What I DID do when I was supposed to be doing homework, however, became the impetus for this post and the real topic at hand. I had all sorts of free time since I wasn’t wasting it doing homework, and my programming teachers were truly brilliant people who knew how to inspire creativity in an otherwise very repetitive and often frustrating field. So, between classes or any time I had a break or got bored in one of the mundane Gen Ed classes thrust upon me, I turned my expansive mind and creativity toward what I felt was going to be a truly fantastic future in game design.

I wrote for hours, and filled three notebooks with handwritten plots, character designs and details, world history, quest information, and every other detail I could think of to put into what I envisioned as a classic RPG series very much in the vein of a Final Fantasy, or Suikoden, or Dragon Quest, or whatever other Japanese console RPG series you want to plug in.

I named my series The Winds of Fate, and gave each of the five games I managed to get down before the next diversion took my attention away from the effort its own subtitle instead of numbering them like the Japanese games I loved (and still do) so much did. My vision was a simple one, but grand in scope. I’d create a common thread between each game, even though they occupied different worlds, kind of like the famed crystals or Cid of Final Fantasy; omnipresent, but not always the same.

For The Winds of Fate that common thread was to be a sort of bleeding effect between worlds, before I really had the language to properly express how such a bleed would work or what it meant in the grander scheme of things. It was, according to the game world, just a wind that blew through the worlds themselves and shook things up seemingly without purpose. Winds of Fate characters, foes, and chunks of world would drift from one game into the next, or come out of nowhere from two games ago, and so on.

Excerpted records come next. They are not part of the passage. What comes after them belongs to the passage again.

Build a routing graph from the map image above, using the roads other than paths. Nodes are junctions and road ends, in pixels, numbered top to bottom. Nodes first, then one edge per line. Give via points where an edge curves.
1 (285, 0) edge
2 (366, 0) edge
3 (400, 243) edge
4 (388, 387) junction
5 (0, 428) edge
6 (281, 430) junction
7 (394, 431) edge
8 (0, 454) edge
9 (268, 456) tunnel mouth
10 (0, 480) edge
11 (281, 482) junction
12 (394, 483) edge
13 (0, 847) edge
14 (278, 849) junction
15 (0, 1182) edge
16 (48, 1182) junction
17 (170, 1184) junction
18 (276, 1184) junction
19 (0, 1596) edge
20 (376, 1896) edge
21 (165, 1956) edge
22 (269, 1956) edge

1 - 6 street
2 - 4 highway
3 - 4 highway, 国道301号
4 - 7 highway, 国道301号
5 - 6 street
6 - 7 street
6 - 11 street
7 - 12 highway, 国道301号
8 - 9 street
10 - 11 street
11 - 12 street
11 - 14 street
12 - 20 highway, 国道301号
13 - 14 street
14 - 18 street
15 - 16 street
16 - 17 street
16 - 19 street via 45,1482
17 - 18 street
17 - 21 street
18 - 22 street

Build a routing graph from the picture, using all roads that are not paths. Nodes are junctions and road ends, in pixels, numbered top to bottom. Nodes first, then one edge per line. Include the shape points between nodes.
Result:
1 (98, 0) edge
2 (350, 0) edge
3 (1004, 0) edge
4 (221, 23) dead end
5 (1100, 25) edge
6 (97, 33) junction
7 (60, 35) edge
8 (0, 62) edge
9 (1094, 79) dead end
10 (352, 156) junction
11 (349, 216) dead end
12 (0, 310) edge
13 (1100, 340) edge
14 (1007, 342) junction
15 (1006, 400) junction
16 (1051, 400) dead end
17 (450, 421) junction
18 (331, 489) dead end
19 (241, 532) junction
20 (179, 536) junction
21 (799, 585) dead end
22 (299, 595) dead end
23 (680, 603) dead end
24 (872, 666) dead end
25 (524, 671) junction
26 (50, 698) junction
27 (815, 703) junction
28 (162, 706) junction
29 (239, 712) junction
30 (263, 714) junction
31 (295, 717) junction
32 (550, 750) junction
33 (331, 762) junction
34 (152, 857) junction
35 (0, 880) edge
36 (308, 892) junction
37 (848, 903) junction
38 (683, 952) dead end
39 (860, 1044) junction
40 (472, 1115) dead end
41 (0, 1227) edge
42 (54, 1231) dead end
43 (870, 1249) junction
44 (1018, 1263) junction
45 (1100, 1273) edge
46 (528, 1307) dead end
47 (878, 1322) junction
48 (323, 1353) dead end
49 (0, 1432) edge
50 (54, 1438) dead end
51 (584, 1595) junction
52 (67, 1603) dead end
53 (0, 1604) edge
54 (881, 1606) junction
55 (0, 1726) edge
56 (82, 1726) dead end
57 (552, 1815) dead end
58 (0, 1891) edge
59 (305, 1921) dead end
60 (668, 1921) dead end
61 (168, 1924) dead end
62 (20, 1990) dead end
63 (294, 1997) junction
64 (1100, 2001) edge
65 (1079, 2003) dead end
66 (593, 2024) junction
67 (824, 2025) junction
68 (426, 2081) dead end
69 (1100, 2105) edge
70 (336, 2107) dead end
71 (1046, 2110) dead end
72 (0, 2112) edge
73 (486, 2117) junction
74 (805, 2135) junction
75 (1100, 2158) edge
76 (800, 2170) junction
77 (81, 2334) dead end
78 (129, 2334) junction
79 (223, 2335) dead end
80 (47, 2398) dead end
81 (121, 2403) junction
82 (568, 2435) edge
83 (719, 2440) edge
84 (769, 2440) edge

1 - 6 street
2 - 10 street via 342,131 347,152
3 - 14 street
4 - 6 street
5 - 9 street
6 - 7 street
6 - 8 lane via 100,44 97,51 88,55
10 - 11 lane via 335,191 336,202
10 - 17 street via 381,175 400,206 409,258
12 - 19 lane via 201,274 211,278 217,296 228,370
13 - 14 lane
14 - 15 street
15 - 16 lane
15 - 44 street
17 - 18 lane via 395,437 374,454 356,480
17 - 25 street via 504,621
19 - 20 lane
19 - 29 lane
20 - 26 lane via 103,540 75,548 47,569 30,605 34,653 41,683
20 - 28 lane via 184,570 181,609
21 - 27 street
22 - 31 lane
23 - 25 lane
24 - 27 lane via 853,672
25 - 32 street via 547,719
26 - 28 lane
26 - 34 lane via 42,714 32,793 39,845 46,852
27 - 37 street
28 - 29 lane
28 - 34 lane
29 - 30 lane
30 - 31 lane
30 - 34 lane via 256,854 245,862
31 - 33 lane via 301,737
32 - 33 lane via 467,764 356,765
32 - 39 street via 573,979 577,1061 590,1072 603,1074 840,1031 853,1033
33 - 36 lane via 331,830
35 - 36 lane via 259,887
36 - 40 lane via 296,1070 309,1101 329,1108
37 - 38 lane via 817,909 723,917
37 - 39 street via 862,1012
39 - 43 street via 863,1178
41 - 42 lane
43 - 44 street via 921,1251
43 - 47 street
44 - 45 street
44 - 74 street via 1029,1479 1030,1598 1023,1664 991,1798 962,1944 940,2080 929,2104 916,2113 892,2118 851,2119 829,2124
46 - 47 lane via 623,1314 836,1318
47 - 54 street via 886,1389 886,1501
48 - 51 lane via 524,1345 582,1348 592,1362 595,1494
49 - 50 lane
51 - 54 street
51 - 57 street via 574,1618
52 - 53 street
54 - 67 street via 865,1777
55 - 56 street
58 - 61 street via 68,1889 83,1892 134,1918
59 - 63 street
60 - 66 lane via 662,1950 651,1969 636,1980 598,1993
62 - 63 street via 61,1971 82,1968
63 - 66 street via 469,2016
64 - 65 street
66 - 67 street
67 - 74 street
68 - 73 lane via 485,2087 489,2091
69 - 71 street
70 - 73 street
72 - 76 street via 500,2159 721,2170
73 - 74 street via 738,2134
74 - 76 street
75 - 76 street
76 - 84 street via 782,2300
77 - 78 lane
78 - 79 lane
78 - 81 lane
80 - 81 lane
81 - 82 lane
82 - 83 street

It was an idea I knew even then I was pretty much copping from Stephen King, since by then The Dark Tower had already become my favorite book series of all time, but I thought at the time I was creating something really interesting and compelling.

Even if it was really just a thinly-veiled J-RPG riff with stories inspired by King, a juvenile understanding of mythology, and an intense desire to make my mark on gaming history.

I didn’t know it then, but The Winds of Fate would come to haunt me even to this day. What I thought was just going to be a fun project to keep me entertained while I avoided homework and plotted world domination actually became a testing ground for the world I’m still building today around the novel and the stories that take place outside of it. Everything goes back to the Winds and that attempt to create a world of such breadth and depth that no one story can contain it.

I still have those notebooks tucked away in a dresser drawer in Iowa, and every few years in the fifteen since my misspent years at SCC I’ve pulled them out for a chuckle and a nod to what I’d been before. The writing is horrendous, the plots are shamefully thin and centered around a lot of level grinding and dungeon crawling to pad each game out from what might be about six hours of actual story each, but the exercise was important and acknowledging it as such has often given me that little bit of drive I need to get a project done or at least stir up a few old ideas I can use again.

And the Winds of Fate blow still. A few years after I’d put the notebooks down and moved on to my next obsession, I picked up Robert Jordan’s The Eye of the World and I’ll be damned if the Winds weren’t right there, on page one, rising in the Mountains of Mist, blowing east across the Sand Hills (once the shores of a great ocean before the Breaking of the World), and into the Two Rivers to ruffle the cloak of a young man who’d change everything. Robert Jordan’s wind was not the beginning, but it was a beginning.

For The Winds of Fate: Beginnings, though, was the title of the first game in that series-that-never-was.